Bridging Quantum and Classical Computing in Drug Design: Architecture Principles for Improved Molecule Generation

Published: 11 Jun 2025, Last Modified: 18 Jul 2025GenBio 2025 PosterEveryoneRevisionsBibTeXCC BY 4.0
Keywords: drug discovery, cheminformatics, quantum computing, machine learning, GAN
TL;DR: We present a methodology for optimizing the architecture of hybrid quantum-classical drug discovery models and a set of quantitatively-derived design principles for such systems.

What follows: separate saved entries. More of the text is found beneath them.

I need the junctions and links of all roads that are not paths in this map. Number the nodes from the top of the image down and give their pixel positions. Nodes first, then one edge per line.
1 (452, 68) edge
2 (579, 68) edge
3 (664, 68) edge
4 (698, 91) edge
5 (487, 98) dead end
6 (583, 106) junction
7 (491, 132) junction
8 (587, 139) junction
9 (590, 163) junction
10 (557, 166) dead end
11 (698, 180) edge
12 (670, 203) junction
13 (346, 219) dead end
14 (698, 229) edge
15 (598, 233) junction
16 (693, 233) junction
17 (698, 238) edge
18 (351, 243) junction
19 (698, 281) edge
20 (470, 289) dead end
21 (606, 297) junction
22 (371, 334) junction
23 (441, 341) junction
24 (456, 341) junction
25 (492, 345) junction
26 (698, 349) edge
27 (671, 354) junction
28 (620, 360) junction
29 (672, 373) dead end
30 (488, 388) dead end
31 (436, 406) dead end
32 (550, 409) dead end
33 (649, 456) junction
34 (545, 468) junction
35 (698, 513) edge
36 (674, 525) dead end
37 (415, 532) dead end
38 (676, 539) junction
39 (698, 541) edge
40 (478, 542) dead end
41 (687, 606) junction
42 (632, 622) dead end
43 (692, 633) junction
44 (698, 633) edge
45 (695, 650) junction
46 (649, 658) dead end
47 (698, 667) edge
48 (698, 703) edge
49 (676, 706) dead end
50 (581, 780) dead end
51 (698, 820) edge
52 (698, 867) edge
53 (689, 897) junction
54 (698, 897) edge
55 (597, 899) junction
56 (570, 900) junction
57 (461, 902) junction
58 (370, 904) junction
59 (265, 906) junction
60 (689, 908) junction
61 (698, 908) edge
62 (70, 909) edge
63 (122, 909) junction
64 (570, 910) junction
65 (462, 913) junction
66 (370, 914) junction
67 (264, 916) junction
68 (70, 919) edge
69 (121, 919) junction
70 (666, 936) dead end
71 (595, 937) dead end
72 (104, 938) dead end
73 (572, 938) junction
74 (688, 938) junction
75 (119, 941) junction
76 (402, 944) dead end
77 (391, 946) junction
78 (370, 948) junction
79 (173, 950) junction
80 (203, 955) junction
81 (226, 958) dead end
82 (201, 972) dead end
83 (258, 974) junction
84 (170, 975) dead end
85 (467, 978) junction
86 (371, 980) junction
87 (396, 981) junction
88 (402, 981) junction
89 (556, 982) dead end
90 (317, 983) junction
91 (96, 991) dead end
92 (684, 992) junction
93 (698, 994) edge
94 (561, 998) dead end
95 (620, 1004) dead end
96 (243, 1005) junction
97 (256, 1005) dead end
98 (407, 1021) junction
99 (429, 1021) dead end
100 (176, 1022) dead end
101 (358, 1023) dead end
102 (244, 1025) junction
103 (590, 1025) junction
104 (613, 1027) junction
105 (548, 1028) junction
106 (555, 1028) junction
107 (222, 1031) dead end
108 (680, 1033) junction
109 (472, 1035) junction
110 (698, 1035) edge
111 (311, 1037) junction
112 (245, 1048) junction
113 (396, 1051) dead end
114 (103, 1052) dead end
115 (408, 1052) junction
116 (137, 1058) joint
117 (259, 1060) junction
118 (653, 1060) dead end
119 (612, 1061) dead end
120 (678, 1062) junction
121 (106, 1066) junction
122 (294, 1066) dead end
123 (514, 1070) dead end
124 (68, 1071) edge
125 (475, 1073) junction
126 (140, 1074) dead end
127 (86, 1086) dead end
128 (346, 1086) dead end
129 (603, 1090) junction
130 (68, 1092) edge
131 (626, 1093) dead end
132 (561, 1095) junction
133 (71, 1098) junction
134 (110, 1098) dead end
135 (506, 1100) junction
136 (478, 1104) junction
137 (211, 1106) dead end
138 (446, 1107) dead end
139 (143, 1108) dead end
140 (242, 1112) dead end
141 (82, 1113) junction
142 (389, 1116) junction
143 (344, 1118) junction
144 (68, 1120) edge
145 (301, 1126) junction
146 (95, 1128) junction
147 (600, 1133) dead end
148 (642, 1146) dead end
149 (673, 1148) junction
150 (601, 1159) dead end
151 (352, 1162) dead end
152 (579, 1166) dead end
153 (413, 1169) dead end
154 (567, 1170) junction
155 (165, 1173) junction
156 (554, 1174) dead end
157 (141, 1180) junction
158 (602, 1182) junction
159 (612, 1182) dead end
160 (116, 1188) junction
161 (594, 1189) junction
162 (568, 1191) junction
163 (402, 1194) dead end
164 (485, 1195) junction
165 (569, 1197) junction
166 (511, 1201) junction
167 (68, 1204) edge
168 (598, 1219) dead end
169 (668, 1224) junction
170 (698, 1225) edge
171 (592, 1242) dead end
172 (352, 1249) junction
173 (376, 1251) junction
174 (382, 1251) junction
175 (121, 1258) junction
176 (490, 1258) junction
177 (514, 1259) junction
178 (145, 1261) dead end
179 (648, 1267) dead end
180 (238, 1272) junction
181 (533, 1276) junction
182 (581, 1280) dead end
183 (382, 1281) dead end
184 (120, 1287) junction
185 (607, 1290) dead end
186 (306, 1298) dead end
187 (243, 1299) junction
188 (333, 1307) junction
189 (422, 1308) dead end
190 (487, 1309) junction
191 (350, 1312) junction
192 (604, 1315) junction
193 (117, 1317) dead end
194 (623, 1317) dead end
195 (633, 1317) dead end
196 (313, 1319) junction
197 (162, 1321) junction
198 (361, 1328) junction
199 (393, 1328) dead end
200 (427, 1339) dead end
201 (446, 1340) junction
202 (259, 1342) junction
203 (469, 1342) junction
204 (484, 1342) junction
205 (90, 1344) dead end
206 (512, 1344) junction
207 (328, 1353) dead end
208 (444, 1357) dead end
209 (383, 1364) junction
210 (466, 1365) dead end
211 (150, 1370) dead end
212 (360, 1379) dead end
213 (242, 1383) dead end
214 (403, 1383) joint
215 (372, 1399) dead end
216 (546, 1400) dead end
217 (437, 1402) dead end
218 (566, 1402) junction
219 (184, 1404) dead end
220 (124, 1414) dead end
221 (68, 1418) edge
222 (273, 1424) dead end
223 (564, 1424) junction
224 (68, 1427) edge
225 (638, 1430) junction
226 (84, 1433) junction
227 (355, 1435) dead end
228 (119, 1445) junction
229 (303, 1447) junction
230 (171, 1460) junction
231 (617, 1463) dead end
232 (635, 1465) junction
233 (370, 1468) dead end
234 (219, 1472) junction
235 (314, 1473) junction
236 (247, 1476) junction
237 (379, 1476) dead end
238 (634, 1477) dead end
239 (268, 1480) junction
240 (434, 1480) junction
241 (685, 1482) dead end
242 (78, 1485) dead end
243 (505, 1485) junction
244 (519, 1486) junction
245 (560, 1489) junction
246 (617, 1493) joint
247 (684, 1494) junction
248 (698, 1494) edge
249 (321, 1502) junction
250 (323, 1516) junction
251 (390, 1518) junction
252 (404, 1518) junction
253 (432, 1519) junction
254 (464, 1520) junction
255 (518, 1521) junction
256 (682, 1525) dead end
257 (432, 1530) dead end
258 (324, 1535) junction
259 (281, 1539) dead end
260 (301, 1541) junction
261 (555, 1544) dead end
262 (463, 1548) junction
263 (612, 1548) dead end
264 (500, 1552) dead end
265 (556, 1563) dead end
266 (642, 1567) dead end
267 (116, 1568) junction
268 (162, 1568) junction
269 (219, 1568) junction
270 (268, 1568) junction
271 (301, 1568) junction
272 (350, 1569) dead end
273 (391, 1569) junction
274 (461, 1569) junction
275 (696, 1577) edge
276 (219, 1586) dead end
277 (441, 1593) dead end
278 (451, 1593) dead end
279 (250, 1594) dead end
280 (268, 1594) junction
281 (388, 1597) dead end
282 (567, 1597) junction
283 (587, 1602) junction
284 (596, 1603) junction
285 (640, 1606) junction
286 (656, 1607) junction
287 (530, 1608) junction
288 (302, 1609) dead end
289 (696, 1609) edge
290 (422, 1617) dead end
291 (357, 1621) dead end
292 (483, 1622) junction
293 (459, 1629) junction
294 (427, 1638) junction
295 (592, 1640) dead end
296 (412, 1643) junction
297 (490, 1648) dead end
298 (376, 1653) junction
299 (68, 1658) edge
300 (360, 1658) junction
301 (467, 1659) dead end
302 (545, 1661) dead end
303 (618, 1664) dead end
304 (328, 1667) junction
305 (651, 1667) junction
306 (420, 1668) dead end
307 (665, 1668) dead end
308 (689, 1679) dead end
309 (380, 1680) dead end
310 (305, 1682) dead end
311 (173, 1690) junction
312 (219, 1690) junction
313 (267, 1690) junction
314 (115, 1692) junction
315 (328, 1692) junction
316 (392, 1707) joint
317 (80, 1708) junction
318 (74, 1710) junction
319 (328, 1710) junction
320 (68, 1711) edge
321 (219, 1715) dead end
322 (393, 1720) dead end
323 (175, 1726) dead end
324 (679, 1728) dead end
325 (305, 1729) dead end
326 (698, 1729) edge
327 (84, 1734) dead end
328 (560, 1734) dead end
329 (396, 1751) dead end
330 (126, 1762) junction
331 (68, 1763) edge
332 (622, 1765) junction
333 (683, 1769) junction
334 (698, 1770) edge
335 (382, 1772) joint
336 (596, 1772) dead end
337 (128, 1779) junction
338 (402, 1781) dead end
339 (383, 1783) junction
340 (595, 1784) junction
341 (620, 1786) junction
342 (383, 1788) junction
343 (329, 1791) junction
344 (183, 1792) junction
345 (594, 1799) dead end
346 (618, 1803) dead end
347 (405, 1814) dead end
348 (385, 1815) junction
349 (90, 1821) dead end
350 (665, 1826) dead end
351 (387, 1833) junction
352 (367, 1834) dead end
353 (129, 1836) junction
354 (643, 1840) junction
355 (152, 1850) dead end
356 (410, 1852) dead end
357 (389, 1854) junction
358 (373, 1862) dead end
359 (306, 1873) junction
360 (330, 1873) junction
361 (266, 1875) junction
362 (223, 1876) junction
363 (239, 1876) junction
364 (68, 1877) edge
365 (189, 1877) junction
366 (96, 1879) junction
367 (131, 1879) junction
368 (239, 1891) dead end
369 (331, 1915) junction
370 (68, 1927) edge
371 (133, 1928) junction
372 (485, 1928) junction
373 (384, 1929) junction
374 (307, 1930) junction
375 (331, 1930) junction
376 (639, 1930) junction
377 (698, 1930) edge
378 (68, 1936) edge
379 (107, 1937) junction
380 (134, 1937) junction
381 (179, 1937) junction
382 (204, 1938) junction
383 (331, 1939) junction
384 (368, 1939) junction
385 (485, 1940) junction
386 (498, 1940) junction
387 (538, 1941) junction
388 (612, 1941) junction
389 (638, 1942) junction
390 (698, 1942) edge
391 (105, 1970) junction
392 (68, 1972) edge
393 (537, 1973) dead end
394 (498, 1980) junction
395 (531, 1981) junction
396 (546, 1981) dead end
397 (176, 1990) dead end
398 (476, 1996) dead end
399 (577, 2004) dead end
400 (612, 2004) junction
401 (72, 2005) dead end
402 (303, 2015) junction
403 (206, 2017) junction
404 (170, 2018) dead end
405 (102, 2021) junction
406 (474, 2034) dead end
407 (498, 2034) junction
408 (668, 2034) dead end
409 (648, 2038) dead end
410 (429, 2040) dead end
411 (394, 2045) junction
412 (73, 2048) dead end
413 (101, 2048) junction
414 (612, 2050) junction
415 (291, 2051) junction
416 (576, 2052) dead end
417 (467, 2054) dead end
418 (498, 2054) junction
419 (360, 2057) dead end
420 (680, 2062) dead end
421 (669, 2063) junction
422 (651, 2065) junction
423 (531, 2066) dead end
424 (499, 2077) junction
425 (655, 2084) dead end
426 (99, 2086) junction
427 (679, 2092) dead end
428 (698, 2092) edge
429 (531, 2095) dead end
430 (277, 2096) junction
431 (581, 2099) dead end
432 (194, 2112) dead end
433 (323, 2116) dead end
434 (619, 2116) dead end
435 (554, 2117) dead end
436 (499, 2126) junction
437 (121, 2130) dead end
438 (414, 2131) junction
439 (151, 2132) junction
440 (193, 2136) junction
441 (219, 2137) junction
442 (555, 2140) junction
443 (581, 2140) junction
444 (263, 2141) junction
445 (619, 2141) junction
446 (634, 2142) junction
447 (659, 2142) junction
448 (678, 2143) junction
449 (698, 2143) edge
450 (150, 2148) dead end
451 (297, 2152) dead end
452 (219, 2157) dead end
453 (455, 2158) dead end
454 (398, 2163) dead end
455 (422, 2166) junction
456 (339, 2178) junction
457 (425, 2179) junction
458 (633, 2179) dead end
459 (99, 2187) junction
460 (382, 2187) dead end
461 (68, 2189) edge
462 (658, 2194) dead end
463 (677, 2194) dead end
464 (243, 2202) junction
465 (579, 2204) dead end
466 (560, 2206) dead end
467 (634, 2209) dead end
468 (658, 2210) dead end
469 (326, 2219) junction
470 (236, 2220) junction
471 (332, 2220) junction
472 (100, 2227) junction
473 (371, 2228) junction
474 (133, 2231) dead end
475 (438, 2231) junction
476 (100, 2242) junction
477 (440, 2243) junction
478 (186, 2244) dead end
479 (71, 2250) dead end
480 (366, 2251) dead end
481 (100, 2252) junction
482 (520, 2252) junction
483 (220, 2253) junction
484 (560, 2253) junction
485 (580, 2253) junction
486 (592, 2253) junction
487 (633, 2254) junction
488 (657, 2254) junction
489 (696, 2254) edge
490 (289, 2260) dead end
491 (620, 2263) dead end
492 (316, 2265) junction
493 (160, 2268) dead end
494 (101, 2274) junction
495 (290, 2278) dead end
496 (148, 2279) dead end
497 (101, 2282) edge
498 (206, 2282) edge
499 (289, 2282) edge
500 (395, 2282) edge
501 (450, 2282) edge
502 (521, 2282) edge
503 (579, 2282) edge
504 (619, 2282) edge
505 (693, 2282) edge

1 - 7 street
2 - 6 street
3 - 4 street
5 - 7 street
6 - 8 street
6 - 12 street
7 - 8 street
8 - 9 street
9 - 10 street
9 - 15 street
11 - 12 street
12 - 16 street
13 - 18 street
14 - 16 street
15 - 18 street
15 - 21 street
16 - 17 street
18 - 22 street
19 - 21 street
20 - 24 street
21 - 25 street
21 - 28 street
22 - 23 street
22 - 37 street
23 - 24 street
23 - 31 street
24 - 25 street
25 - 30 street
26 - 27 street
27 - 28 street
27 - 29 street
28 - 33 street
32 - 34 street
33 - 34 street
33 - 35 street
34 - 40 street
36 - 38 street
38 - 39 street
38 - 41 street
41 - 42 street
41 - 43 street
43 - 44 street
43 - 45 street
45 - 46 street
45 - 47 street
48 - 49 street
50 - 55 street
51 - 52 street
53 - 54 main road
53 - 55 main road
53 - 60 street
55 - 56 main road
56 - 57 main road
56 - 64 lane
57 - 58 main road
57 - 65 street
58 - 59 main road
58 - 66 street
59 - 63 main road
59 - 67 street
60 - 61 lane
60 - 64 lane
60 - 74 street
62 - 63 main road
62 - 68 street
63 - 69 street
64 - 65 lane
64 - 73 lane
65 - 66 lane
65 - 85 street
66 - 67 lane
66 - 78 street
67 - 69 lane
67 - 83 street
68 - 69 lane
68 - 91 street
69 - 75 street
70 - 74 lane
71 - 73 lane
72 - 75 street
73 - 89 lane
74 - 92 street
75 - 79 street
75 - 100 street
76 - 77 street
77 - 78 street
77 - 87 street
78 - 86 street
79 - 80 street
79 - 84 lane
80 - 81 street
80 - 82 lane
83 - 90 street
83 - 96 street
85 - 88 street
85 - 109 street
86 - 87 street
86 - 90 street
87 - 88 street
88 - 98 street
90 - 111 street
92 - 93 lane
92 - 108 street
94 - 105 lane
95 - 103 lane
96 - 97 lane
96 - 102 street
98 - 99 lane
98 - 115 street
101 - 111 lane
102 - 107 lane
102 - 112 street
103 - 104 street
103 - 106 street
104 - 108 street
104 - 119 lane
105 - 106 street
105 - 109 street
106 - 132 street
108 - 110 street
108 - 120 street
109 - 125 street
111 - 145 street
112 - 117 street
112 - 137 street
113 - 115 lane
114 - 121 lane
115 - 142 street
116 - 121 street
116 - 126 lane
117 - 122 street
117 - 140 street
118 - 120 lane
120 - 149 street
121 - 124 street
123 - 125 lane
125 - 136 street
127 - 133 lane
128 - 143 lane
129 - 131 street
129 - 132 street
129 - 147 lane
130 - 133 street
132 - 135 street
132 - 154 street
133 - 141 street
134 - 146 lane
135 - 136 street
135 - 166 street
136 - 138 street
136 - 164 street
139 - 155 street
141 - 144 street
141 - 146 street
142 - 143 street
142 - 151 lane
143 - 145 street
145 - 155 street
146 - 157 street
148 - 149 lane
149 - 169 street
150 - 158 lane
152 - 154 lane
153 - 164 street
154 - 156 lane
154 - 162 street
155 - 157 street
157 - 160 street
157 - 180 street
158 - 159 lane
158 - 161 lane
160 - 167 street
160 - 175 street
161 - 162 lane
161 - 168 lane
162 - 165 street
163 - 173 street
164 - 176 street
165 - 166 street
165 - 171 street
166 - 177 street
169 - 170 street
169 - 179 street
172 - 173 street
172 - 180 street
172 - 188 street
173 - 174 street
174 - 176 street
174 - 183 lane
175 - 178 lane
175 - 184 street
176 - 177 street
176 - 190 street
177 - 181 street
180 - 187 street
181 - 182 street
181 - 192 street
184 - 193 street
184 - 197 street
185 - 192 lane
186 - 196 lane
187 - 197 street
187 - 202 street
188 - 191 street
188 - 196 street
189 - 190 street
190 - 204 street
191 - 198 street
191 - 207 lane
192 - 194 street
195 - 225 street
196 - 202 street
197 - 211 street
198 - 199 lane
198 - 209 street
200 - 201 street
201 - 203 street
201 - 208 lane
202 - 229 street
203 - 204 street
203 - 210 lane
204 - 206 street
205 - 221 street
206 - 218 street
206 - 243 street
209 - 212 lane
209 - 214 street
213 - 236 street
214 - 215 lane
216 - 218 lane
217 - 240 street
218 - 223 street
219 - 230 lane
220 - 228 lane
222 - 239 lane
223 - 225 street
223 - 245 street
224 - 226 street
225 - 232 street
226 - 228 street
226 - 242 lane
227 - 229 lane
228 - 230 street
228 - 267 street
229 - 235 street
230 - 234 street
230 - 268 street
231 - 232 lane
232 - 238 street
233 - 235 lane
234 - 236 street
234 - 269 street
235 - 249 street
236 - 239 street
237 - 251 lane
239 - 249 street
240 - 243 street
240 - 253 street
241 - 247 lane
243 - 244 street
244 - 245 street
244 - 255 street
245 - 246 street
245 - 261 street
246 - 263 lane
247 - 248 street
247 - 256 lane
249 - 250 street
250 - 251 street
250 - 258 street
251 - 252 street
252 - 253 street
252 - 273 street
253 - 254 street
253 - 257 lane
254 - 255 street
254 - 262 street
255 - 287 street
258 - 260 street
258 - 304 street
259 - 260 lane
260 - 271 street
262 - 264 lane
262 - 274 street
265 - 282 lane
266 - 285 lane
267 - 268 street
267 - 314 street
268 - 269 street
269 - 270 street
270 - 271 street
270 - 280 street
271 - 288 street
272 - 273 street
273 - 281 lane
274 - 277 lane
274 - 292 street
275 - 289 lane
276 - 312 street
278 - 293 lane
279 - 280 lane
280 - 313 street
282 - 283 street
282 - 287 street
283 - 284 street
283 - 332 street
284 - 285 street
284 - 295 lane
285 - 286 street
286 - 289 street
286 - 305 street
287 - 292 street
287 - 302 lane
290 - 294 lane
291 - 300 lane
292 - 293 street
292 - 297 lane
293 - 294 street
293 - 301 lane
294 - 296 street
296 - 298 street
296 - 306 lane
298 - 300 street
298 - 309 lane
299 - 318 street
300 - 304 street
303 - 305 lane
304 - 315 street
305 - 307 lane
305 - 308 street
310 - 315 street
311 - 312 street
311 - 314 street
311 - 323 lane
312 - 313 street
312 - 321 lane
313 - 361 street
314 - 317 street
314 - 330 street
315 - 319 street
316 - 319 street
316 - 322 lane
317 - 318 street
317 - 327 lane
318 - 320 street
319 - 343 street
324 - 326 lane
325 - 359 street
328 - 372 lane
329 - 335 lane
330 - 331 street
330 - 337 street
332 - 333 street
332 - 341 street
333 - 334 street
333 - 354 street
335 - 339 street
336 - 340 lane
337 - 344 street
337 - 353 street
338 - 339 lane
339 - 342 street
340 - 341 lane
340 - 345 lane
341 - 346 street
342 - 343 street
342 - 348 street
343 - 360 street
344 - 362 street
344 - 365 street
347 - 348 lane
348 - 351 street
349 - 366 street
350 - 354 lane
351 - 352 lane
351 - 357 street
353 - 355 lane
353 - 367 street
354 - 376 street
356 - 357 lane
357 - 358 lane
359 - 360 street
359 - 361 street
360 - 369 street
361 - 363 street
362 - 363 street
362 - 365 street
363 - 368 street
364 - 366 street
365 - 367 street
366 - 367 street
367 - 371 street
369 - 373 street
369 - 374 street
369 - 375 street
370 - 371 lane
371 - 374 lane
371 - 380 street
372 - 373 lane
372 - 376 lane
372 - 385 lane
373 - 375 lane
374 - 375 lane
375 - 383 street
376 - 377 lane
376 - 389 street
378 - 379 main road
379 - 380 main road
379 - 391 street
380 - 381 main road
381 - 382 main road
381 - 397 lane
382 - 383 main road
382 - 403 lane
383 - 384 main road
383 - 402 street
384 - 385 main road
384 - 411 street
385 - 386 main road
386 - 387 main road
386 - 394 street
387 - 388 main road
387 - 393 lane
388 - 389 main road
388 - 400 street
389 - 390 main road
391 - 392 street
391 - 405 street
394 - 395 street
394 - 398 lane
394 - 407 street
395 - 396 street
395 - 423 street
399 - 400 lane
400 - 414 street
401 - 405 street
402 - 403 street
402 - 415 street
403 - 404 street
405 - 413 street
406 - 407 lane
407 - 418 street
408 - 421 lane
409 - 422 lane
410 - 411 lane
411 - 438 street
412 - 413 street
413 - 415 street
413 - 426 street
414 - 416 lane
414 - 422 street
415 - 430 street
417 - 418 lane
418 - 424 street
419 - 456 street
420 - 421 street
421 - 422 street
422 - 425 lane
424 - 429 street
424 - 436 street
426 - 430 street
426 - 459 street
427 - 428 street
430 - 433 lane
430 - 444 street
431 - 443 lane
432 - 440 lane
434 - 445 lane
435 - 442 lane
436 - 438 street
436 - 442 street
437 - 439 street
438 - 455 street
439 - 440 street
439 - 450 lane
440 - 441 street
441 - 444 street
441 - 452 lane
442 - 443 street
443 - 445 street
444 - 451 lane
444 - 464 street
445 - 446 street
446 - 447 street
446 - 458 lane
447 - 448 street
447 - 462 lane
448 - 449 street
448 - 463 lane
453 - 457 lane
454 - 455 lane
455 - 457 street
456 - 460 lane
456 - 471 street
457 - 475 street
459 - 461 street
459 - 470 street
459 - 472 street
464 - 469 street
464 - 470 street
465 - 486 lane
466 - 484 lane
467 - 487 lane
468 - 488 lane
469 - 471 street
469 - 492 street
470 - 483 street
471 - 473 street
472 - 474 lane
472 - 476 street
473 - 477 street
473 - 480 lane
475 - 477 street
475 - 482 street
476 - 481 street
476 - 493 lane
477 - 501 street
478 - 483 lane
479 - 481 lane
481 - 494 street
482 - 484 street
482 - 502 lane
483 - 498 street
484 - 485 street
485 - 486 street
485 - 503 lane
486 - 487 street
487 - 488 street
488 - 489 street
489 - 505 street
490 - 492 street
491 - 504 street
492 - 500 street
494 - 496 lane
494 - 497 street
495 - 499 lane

Abstract: Hybrid quantum-classical machine learning offers a path to leverage noisy intermediate-scale quantum (NISQ) devices for drug discovery, but optimal model architectures remain unclear. We systematically optimize the quantum-classical bridge architecture of generative adversarial networks (GANs) for molecule discovery using multi-objective Bayesian optimization. Our optimized model (BO-QGAN) significantly improves performance, achieving a 2.27-fold higher Drug Candidate Score (DCS) than prior quantum-hybrid benchmarks and 2.21-fold higher than the classical baseline, while reducing parameter count by more than 60\%. Key findings favor layering multiple (3-4) shallow (4-8 qubit) quantum circuits sequentially, while classical architecture shows less sensitivity above a minimum capacity. This work provides the first empirically-grounded architectural guidelines for hybrid models, enabling more effective integration of current quantum computers into pharmaceutical research pipelines.